Patrick Drahi /Photo by Emil Salman
French-Israeli telecoms investor Patrick Drahi has been on a roll the last year or so, expanding aggressively his cable and cellphone interests in Europe, Israel and the Dominican Republic.
This week his Luxembourg registered holding company Altice Group, into which all his interests in these areas have been rolled up, announced the commencement of an initial public offering of its shares, both of new shares from the treasury of the company and existing shares from selling shareholders, representing altogether about 25% of the company once listing takes place on the Euronext Exchange in Amsterdam. The sale of existing shares will provide sufficient float for the listing and also reduce debt for their owner, Drahi’s own holding company.
The price of the offering is presently expected to be in a range within US$33.66 (Euros 24.75) and US$42.5 (Euros 31.25) per share. Altice itself will sell a maximum of 30.3 million shares to raise about US$1 billion gross, or Euros 724 million net of Euros 26 million of underwriting costs, professional fees and expenses. This will represent new money to be used to reduce corporate indebtedness.
At 1.5% for the underwriting fee alone, this altogether looks quite an efficient offering, which is being lead managed by Goldman Sachs and Morgan Stanley. Assuming all goes according to plan, admission of the new shares to the Euronext Exchange and commencement of trading should take place on January 31st.
In addition a selling shareholder, which basically is a company called Next LP which owns Altice 100% currently, and is controlled by Patrick Drahi himself, will simultaneously offer up to 22.4 million shares of the company to raise approximately US$750 million gross (Euros 550 million) as part of the offering.
Hence the total value of the IPO, before an additional 15% Underwriter’s over allotment, is about US$1.75 billion (Euros 1.3 billion).
Once the dust settles Drahi’s control vehicle Next LP will then continue to own about 75% of Altice, which will move forward with total, pro forma, net debt of about US$8.4 billion, (Euros 6.2 billion). This debt level is still considerably more than Altice itself recorded in its last accounts, which were for the period ended September 30th, 2013. The reason is the consolidation of a number of holdings immediately prior to the IPO, and the acquisition of recent additional interests as well, including in November the mobile unit owned by Orange in the Dominican Republic, for US$1.4 billion.

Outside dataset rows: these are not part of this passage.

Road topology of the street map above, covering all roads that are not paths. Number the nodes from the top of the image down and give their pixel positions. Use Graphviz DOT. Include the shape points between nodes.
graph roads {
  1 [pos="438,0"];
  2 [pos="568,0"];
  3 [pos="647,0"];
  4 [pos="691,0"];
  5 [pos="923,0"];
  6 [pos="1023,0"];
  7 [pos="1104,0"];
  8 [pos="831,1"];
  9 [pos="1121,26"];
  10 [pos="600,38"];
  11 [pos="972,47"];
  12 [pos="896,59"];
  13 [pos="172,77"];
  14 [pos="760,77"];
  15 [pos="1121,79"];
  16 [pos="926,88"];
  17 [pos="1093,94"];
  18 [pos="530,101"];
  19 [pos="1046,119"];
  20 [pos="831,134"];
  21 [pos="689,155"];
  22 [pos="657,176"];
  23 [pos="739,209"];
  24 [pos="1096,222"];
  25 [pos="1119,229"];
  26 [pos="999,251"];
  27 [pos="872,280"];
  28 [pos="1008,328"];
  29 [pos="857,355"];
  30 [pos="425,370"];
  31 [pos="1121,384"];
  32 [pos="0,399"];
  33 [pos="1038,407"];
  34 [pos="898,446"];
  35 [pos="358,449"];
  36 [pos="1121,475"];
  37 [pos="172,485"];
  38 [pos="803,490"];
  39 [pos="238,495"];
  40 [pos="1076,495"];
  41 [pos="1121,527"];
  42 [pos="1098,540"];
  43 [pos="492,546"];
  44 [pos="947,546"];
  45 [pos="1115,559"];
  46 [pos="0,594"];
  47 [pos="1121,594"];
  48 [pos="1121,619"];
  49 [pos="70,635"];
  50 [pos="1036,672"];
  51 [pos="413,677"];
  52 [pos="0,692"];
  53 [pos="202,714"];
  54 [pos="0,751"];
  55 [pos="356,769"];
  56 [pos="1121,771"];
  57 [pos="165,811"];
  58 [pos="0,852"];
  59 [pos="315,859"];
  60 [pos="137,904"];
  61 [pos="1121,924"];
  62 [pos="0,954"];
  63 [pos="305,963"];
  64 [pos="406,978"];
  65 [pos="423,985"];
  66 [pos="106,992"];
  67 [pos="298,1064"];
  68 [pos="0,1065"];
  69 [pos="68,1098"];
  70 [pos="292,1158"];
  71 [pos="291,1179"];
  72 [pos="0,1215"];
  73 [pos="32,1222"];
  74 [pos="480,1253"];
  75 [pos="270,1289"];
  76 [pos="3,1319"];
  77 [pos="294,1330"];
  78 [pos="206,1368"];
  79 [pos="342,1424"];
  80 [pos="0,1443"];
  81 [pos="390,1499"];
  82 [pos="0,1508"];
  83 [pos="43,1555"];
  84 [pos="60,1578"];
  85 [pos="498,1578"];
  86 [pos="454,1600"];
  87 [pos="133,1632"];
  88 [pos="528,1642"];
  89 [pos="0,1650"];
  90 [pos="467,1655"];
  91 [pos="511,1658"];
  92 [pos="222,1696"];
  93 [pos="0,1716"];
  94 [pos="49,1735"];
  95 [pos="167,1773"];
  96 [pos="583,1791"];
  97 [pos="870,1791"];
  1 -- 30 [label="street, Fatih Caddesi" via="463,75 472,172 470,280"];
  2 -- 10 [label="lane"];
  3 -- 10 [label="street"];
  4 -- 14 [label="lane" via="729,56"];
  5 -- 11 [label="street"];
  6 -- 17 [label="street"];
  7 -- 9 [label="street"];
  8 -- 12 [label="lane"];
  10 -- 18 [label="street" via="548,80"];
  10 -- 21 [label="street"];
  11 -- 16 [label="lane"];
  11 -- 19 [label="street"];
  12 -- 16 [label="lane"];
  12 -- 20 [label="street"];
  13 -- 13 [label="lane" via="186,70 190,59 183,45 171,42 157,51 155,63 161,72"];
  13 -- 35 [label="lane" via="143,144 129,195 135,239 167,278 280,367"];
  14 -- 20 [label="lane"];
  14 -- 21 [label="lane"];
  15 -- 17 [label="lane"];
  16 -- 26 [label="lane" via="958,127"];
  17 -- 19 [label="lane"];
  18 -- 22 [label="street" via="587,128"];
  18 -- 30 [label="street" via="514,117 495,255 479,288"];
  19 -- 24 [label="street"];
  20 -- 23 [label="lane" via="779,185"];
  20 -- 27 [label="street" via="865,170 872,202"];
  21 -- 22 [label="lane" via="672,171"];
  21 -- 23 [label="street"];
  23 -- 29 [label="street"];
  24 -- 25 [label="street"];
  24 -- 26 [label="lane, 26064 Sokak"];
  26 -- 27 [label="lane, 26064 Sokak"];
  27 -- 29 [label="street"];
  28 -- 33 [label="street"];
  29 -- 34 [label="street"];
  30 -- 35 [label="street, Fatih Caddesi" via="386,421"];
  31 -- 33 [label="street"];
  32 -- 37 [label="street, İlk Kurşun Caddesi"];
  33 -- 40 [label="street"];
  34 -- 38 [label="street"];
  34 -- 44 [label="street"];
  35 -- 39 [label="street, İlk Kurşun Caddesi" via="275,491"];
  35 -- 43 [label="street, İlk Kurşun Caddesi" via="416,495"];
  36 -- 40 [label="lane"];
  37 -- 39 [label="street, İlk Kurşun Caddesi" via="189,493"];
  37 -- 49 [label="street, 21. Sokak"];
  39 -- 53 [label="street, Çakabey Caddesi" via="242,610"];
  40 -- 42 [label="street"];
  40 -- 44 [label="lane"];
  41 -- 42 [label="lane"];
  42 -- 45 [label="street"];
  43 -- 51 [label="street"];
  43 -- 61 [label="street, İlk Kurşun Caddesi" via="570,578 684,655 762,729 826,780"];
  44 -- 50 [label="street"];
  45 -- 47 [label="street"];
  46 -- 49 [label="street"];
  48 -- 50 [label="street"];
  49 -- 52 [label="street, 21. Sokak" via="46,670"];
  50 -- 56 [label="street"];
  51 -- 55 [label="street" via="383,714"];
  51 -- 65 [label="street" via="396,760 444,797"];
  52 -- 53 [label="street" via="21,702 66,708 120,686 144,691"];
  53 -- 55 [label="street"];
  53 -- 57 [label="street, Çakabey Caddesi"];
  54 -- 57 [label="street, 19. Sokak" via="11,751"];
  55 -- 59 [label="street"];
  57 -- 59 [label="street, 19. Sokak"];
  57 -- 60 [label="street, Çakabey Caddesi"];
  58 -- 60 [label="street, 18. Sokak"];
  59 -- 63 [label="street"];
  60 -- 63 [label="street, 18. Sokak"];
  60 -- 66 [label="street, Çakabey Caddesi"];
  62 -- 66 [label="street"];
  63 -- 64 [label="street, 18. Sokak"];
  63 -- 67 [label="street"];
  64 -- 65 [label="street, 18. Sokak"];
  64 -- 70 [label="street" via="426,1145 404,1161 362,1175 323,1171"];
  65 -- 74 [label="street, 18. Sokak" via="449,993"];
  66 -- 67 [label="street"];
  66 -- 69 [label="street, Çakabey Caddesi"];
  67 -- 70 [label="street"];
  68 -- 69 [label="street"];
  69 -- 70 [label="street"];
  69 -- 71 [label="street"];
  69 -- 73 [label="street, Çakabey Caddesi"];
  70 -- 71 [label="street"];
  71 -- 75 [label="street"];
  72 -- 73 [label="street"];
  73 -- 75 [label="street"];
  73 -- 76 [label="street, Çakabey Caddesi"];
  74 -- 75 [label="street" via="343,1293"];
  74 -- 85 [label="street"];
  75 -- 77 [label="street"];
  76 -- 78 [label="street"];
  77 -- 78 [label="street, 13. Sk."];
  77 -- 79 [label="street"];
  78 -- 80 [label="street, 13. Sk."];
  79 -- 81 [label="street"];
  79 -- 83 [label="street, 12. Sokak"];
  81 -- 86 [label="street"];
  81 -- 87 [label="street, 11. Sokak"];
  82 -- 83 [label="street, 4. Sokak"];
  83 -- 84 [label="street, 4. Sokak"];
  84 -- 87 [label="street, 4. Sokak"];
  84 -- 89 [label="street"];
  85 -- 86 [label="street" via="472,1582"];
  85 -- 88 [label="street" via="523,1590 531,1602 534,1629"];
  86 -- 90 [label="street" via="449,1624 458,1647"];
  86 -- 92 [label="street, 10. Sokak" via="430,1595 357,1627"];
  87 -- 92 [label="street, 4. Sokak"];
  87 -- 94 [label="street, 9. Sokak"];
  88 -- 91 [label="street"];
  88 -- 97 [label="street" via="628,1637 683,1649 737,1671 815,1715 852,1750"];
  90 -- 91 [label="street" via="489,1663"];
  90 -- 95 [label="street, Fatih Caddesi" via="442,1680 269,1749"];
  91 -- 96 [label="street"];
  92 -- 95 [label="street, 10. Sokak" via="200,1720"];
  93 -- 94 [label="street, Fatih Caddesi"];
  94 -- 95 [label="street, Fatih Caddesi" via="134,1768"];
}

While the humble financial analysts of the world will not welcome all the extra work they have to do to keep up with such aggressive expansion by Drahi, as no two period ends will ever be quite comparable it seems, the financial world seems to like the story and it is expected the issue will be a success.
Perhaps therefore we should conclude just by listing what will be in the Altice basket of business interests once the IPO is concluded. Namely, 40% of Numericable in France, 100% of HOT in Israel, 100% of Cabovisao in Portugal, 84% of Numericable in the Benelux countries, 97% of Tricom in the Dominican Republic and 100% of three small cable companies in the French overseas territories. With over US$1.3 billion (Euros 1 billion) of proforma adjusted EBITDA for the nine months to September 30th, 2013 the business appears to have a good deal of depth.
The Altice prospectus itself has been prepared under Luxembourg law, implementing rules laid down by the European Union, for the purpose of qualifying shares for admission on the Euronext Stock Exchange in Amsterdam. The city of London might complain it is losing the business, but it is a sign of the nascent, and long overdue, growth of inter-European capital markets.
About Patrick Drahi
Patrick Drahi was born in Paris to a Jewish family of North African descent. He studied engineering at the prestigious school for the French élites, L’École Polytechnique.
Subsequently, he worked at Philips where he advanced to the position of department head. He began investing privately in the early nineteen nineties – buying small cable companies in the Provence region of southern France.
He founded the company UPC France, then in 1999 sold his shares. In 2006 he bought the company back again through Altice, the cable company he by then owned, for one third of the price.
Altice later purchased cable companies in Luxembourg, Belgium, Portugal and the Dominican Republic. Drahi also owns 40% of Numericable, the largest cable company in France .
In 2009 he purchased interests in Israeli company HOT cable, and also in the MIRS mobile phone company there, which he bought from Motorola.
Patrick Drahi permanently resides in Geneva, and also has an apartment at the Rothschild 1 project in Tel Aviv.
With a personal net worth estimated at around US$1 billion, Drahi traditionally refrains from interviews and exposure to the media.